A BBC spokeswoman said Still Game comfortably won its slot UK-wide and in Scotland.
The programme follows the antics of pensioners Jack Jarvis and Victor McDade and ran for six series between 2002 and 2007.
It is written by Greg Hemphill and Ford Kiernan, who play the two central characters.
Kiernan said: "It felt like the Bells last night. There was no traffic outside, the pubs were quiet, it was odd but a comforting odd.
"The feedback from the audience has been immense, thanks so much. Stick with us cause the series gets better and better, the best is yet to come. I'm chuffed to bits, it's like we've never been away so I thank you all."

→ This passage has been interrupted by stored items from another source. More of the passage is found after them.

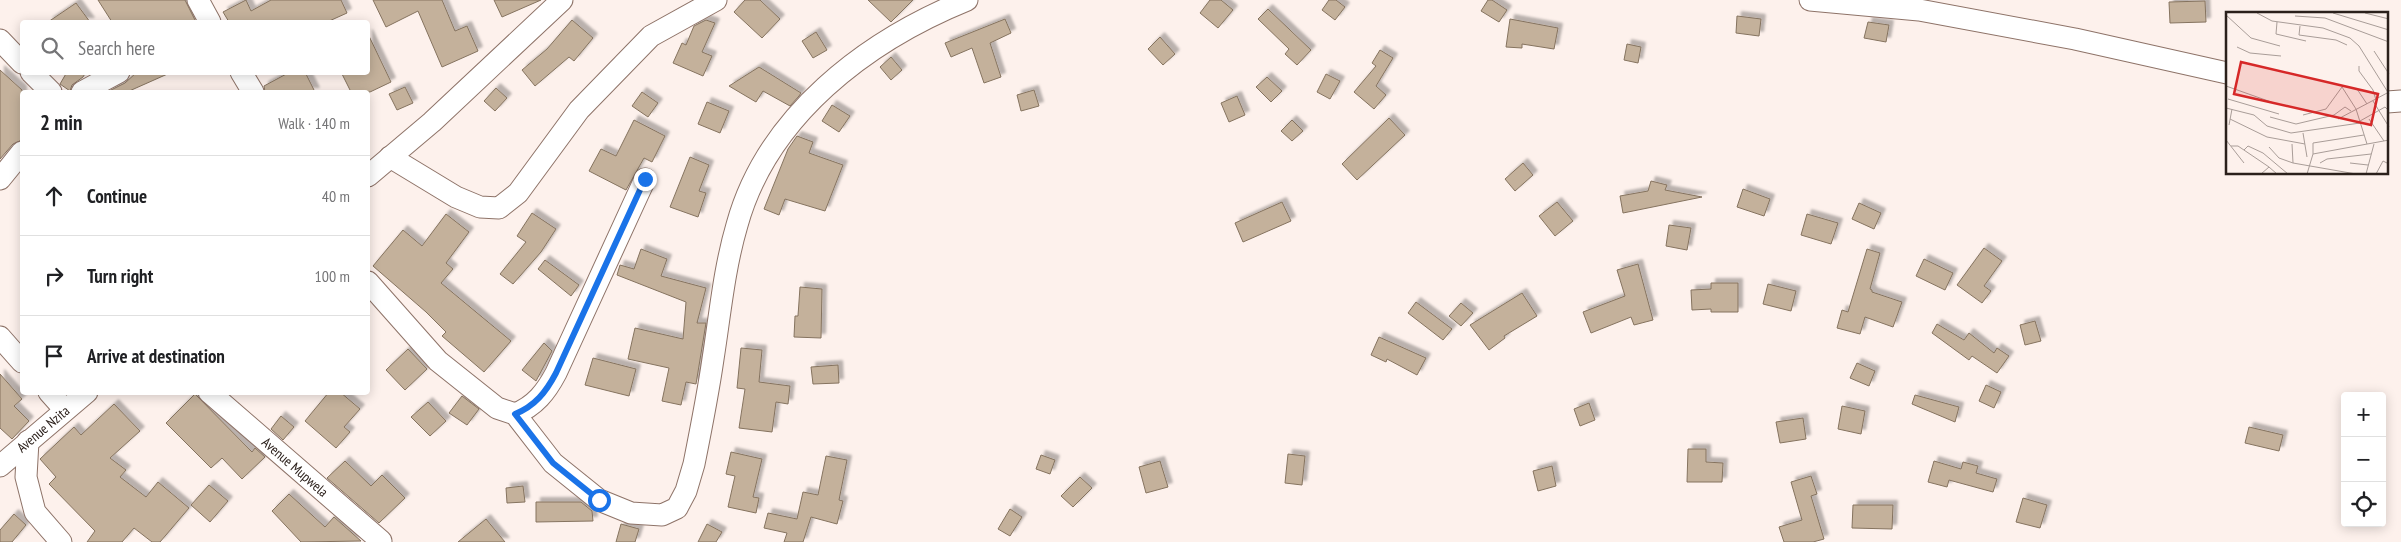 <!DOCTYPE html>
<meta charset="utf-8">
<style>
body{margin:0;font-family:"PT Sans Narrow",sans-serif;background:#f6f6f6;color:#202124}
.controls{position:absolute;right:15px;bottom:15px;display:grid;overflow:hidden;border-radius:5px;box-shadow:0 2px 12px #0003}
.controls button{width:45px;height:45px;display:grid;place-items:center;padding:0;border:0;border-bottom:1px solid #e0e0e0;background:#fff;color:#202124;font:25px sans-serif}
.stop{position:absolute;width:15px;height:15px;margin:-11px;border:4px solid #1a73e8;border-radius:50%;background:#fff}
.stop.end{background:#1a73e8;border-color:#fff;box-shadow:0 1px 5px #0008}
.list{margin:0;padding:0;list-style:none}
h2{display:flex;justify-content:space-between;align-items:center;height:65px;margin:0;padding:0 20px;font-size:21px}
h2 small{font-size:16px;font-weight:400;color:#757577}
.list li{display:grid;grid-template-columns:32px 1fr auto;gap:15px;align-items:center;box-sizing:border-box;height:80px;padding:0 20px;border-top:1px solid #e0e0e0}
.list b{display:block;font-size:19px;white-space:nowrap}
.list em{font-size:16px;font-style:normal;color:#757577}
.icon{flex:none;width:28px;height:28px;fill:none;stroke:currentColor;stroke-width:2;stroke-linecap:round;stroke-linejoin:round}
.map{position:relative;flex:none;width:2401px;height:542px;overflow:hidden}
.search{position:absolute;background:#fff;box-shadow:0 2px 12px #0003;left:20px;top:20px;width:350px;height:55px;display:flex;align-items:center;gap:12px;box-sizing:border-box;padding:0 18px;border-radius:5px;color:#757577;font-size:19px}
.panel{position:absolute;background:#fff;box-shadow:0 2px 12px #0003;left:20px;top:90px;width:350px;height:305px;border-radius:5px}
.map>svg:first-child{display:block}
.building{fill:#c4b19b;stroke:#85735f;filter:url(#shadow)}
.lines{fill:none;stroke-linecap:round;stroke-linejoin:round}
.street-casing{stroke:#8e7368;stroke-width:23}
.street{stroke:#fff;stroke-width:21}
.route{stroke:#1a73e8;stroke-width:6}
.labels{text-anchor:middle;stroke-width:4;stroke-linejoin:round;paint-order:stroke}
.street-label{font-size:14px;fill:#2b201b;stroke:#fff}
.inset-road{fill:none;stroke:#a99d98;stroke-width:1}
.view{fill:#d62828;fill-opacity:0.15;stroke:#d62828;stroke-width:2.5}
.inset-edge{fill:none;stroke:#2b201b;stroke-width:2.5}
</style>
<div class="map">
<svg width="2401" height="542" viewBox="0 0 2401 542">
<defs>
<filter id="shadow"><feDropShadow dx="4.5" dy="-4.5" stdDeviation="1" flood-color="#0004"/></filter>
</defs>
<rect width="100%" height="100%" fill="#fdf1ec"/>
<!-- building -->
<g class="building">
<path d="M98,0h87l11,22h-84z"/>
<path d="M246,0l5,11 20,-11h70l6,13 -20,9h-98l-6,-10z"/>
<path d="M373,0h69l13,31 12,-5 11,25 -36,16 -24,-56 -32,16z"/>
<path d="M494,0h47l-39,17z"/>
<path d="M745,0h15l20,19 -18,19 -28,-26z"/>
<path d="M868,0h45l-22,22z"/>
<path d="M1210,0h11l12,10 -15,18 -18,-15z"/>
<path d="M1329,0h7l9,7 -10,13 -13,-10z"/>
<path d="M1488,0h4l15,10 -8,12 -18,-11z"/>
<path d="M2205,1l1,21 -36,1 -1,-21z"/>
<path d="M76,3l14,19h-42z"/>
<path d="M1268,9l43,41 -14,15 -12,-11 4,-5 -31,-30z"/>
<path d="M1737,16l24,3 -2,17 -23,-3z"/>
<path d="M1005,19l6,14 -21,10 11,34 -17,6 -12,-35 -21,9 -6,-14z"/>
<path d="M1510,19l48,9 -4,21 -32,-5v4l-16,-1z"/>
<path d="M572,20l21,18 -19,23 -5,-4 -34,29 -13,-16 25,-21z"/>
<path d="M706,20l9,3 -13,29 10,4 -9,20 -30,-13 9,-20 4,2 8,-19z"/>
<path d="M1868,22l21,3 -3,17 -22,-4z"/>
<path d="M816,32l11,18 -14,8 -11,-17z"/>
<path d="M368,34l23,48 -21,10h-19l-10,-20h27z"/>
<path d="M1160,37l15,17 -12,11 -15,-16z"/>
<path d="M1627,44l14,3 -3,16 -14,-3z"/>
<path d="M1380,50l13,8 -17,28 10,9 -12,14 -20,-17 22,-26 -4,-3z"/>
<path d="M891,57l11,13 -11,10 -11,-13z"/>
<path d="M759,67l42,26 -2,3 -9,10 -27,-15 -7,11 -27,-16z"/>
<path d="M0,70l22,20v50l-9,4 -13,15z"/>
<path d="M67,72h19l-3,5 -11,8 -2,6 -10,-7z"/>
<path d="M137,72h35l-45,20h-20l18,-9z"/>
<path d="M290,72h15l10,20h-50l-1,-6z"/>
<path d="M1326,74l14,7 -10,18 -13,-7z"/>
<path d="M1267,77l15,14 -11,11 -15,-15z"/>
<path d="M405,87l8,16 -16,7 -8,-16z"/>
<path d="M496,88l11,10 -12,13 -11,-10z"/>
<path d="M1034,90l5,16 -18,5 -4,-16z"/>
<path d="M642,92l16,11 -10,14 -16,-11z"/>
<path d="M1237,96l8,19 -16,7 -8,-19z"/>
<path d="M707,102l22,9 -9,22 -22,-9z"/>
<path d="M832,105l18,11 -11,16 -17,-11z"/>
<path d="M1389,118l16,17 -48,45 -15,-16z"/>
<path d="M634,120l31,16 -13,26 -8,-4 -18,32 -37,-19 12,-22 15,7z"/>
<path d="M1292,120l11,11 -11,10 -11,-10z"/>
<path d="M797,136l16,6 -4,11 34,12 -18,46 -40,-12 -6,16 -15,-6 24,-60z"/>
<path d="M690,157l19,8 -10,26 7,2 -8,24 -28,-10z"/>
<path d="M1523,163l10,12 -18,16 -10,-12z"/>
<path d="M1651,181l16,4 -2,5 37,7 -79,16 -3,-17 28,-5z"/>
<path d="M1743,189l27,10 -6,17 -27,-9z"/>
<path d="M1282,202l9,19 -48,21 -8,-19z"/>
<path d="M1557,202l16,19 -18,15 -16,-20z"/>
<path d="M1859,203l22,10 -7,16 -22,-10z"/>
<path d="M532,213l24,16 -15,23 -28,32 -13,-10 26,-32 -9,-6z"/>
<path d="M446,214l23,18 -23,31 7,6 -12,14 70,58 -27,31 -42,-36 4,-4 -20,-20 -53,-46 30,-36 19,16z"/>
<path d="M1807,214l31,9 -7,21 -30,-9z"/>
<path d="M1669,225l22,3 -4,22 -21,-4z"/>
<path d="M1984,248l18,13 -18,25 7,5 -9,12 -25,-18z"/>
<path d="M641,249l26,10 -6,17 45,12 -9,35h9l-10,61 -10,-2 -5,23 -19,-4 7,-33 -41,-9 7,-31 48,11 3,-37 -69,-27 3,-10 14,4z"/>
<path d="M1867,249l13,4 -10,36 2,1v2l30,10 -9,25 -28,-10 -5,17 -23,-6 5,-18 6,2z"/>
<path d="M1924,259l29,14 -8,17 -29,-14z"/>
<path d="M545,260l34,25 -8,11 -33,-27z"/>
<path d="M1638,264l15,56 -19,5 -3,-8 -40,16 -8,-21 42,-16 -8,-26z"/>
<path d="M1711,283h27v29h-27v-3l-19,1 -1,-20 20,-1z"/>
<path d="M1768,284l28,7 -5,20 -28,-7z"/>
<path d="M800,287l22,2 -1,49 -27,-1 1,-21h3z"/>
<path d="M1522,293l15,23 -33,20 1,2 -16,12 -19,-25z"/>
<path d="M1416,302l36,27 -9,11 -35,-27z"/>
<path d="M1461,303l12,10 -12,13 -12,-10z"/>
<path d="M2035,321l6,20 -16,4 -5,-20z"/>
<path d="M1937,324l27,16 5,-7 25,20 3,-5 12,8 -12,17 -25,-17 -3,4 -37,-27z"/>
<path d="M1379,337l47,21 -9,17 -30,-16 -1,3 -15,-7z"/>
<path d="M544,343l8,8 -16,30 -14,-11z"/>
<path d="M741,348l21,2 -3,32 31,4 -2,18 -12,-2 -4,30 -33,-4 6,-39 -8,-1z"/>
<path d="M408,349l19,20 -22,21 -19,-20z"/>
<path d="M593,358l43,11 -7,27 -44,-11z"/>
<path d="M1857,363l18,8 -6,15 -19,-8z"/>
<path d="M838,365l1,18 -26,1 -2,-17z"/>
<path d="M0,374l22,25 -8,7 15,15 -17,18 -12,-11z"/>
<path d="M1986,385l15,7 -7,16 -15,-7z"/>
<path d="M329,392h11l20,17 -16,18 6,5 -14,16 -31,-27z"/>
<path d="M195,394l57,58 3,-4 10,9 -23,22 -20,-21 -11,10 -45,-45z"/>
<path d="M1915,395l44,12 -4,15 -43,-18z"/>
<path d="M462,396l17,13 -12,16 -18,-12z"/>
<path d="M428,402l18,19 -16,15 -19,-19z"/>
<path d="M1589,403l6,17 -15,6 -6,-17z"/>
<path d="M114,404l26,27 -30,27 16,12 -6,7 26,20 12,-15 31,26 -29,34h-8l-18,-14 -12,14h-35l8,-11 -46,-47 7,-7 -16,-18 34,-32 7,8z"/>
<path d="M1842,406l23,5 -4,23 -23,-5z"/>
<path d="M281,416l13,11 -11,13 -12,-11z"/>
<path d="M1803,418l3,21 -26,4 -4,-21z"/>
<path d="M2249,427l34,8 -4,16 -34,-8z"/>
<path d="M1688,449h18v13l17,1 -1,19h-35z"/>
<path d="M731,452l31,7 -9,38 6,1 -3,15 -28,-6 7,-31 -9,-2z"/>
<path d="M1288,454l17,2 -3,29 -17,-2z"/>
<path d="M1041,455l14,5 -5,14 -14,-5z"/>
<path d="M826,456l21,4 -8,40 4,1 -6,23 -26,-7 -8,25h-19l3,-9 -23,-5 4,-15 29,6 6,-27 15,3z"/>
<path d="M345,461l26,25 11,-11 23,23 -26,25 -52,-45z"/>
<path d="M1160,461l8,26 -22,6 -7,-26z"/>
<path d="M1934,461l27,8 2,-7 15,4 -2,7 21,6 -4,13 -44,-12 -2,7 -19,-5z"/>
<path d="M1552,466l4,20 -18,5 -5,-20z"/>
<path d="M1811,476l6,18 -6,2 13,43 -11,3h-29l-5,-15 23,-7 -11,-38z"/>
<path d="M1080,477l12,11 -19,19 -12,-11z"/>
<path d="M209,485l19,16 -18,21 -19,-17z"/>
<path d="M523,486l2,16 -18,1 -1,-15z"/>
<path d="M289,494l36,33 9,-10 27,24 -60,1 -29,-31z"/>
<path d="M2023,498l24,7 -7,23 -24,-6z"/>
<path d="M536,502h45l11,9 1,10 -57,1z"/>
<path d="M1853,505h40l-1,24 -40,-1z"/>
<path d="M1010,509l12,8 -12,19 -12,-7z"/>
<path d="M14,514l12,11 -14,17h-12v-12z"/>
<path d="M486,519l19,23h-47z"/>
<path d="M621,524l18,5 -4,13h-19z"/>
<path d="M707,524l15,8 -6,10h-18z"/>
</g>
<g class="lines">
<defs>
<g id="street">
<path d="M198,0l12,22"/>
<path d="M1810,0l109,10 156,29 152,34"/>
<path d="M0,40l22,23"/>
<path d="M31,72l20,20"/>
<path d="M241,72l12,20"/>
<path d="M82,92l37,-20"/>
<path d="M2387,102l14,-1"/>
<path d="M390,157l66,40 24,10 19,1 19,-15 61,-83 72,-74 65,-36"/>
<path d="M368,176l64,-54 130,-122"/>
<path d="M0,179l22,-27"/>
<path d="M368,282l70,79 59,47 18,6 38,49 46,37 32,13 31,2 15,-7 9,-17 8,-27c7,-35 14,-70 19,-105 7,-44 11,-90 24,-134 30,-109 129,-184 230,-225"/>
<path d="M0,337l22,25"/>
<path d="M49,392l16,18"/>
<path d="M209,392l172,149"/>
<path d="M515,414c20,-8 31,-22 41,-41l89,-194"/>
<path d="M28,441l-2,36 9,35 26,30"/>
<path d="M0,466l87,-74"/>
</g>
</defs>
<!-- street casing -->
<use href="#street" class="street-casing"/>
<!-- street -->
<use href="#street" class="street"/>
</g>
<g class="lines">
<!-- route -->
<path class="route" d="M599,500l-46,-37 -38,-49c20,-8 31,-22 41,-41l89,-194"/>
</g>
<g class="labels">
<!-- street labels -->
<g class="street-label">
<text transform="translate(43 429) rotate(-40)" y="5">Avenue Nzita</text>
<text transform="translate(295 467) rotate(41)" y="5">Avenue Mupwela</text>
</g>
</g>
<!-- overview -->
<g transform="translate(2226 12)">
<rect width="162" height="162" fill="#fdf1ec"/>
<path class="inset-road" d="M31,1l15,8 51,7 27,10 9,8 30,48M107,1l56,17M139,1l24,6M0,3l25,23 29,8M69,4l30,2 64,24M51,10l-1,12 30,7M74,14l-1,9 37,5 11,5M11,35l13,6 31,3M148,39l15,23M133,54v5l14,19 3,10M0,74l48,17M131,77l10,15M2,87l51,15M147,89l16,26M0,96l28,7 13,11 24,7 69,-10M77,103l23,-6 16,-22 14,22 11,35M44,105l26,7 38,-9 11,-8 6,4M4,107l37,18 38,7M112,107l51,-27M143,107l15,22M134,109l25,-14 4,4M3,113l3,-16M77,121l4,24M0,128l18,23M66,132l1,19M5,134h7l31,21M43,135l10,11 14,5 63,11M18,138l4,-4 15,7 25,21M87,142l76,-14M87,142v-11l51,-8M94,151l7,-4 44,-5M124,151l18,2M35,162l8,-7 8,7M81,162l6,-20M140,162l8,-30M150,162l7,-13 6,3"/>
<path class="view" d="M15,50l137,32 -7,31 -137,-31z"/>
<rect width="162" height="162" class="inset-edge"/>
</g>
</svg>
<div class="controls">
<button>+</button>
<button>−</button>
<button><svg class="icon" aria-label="locate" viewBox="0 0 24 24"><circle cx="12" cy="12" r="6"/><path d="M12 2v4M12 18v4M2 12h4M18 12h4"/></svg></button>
</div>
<div class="stop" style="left:599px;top:500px"></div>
<div class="stop end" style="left:645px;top:179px"></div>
<div class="search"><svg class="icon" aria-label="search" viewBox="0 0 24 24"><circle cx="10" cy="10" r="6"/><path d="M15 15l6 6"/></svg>Search here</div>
<section class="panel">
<h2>2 min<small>Walk · 140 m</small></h2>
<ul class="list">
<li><svg class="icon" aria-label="ahead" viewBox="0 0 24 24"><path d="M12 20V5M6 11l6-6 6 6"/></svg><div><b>Continue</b></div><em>40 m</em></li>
<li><svg class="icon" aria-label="right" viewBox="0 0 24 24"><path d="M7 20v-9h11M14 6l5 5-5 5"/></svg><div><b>Turn right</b></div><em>100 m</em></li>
<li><svg class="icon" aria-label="arrive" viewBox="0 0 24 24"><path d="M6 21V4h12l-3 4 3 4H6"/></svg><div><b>Arrive at destination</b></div></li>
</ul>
</section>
</div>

Ewan Angus, commissioning editor BBC Scotland and the programme's executive producer, said: "The return of Still Game has been hugely anticipated since it was announced earlier this year.
"It's without doubt a jewel in BBC Scotland's crown and we are delighted that it continues to sparkle for audiences.
"This is the first time Still Game has aired on BBC One throughout the UK and its heartwarming to see UK audiences getting to know Jack, Victor and the Craiglang gang in such numbers and we hope they continue to enjoy their stories over the next five weeks.
"These figures are testament to the hard work Ford, Greg and the whole team have invested in this new series and we are thrilled for it to be rewarded in this way."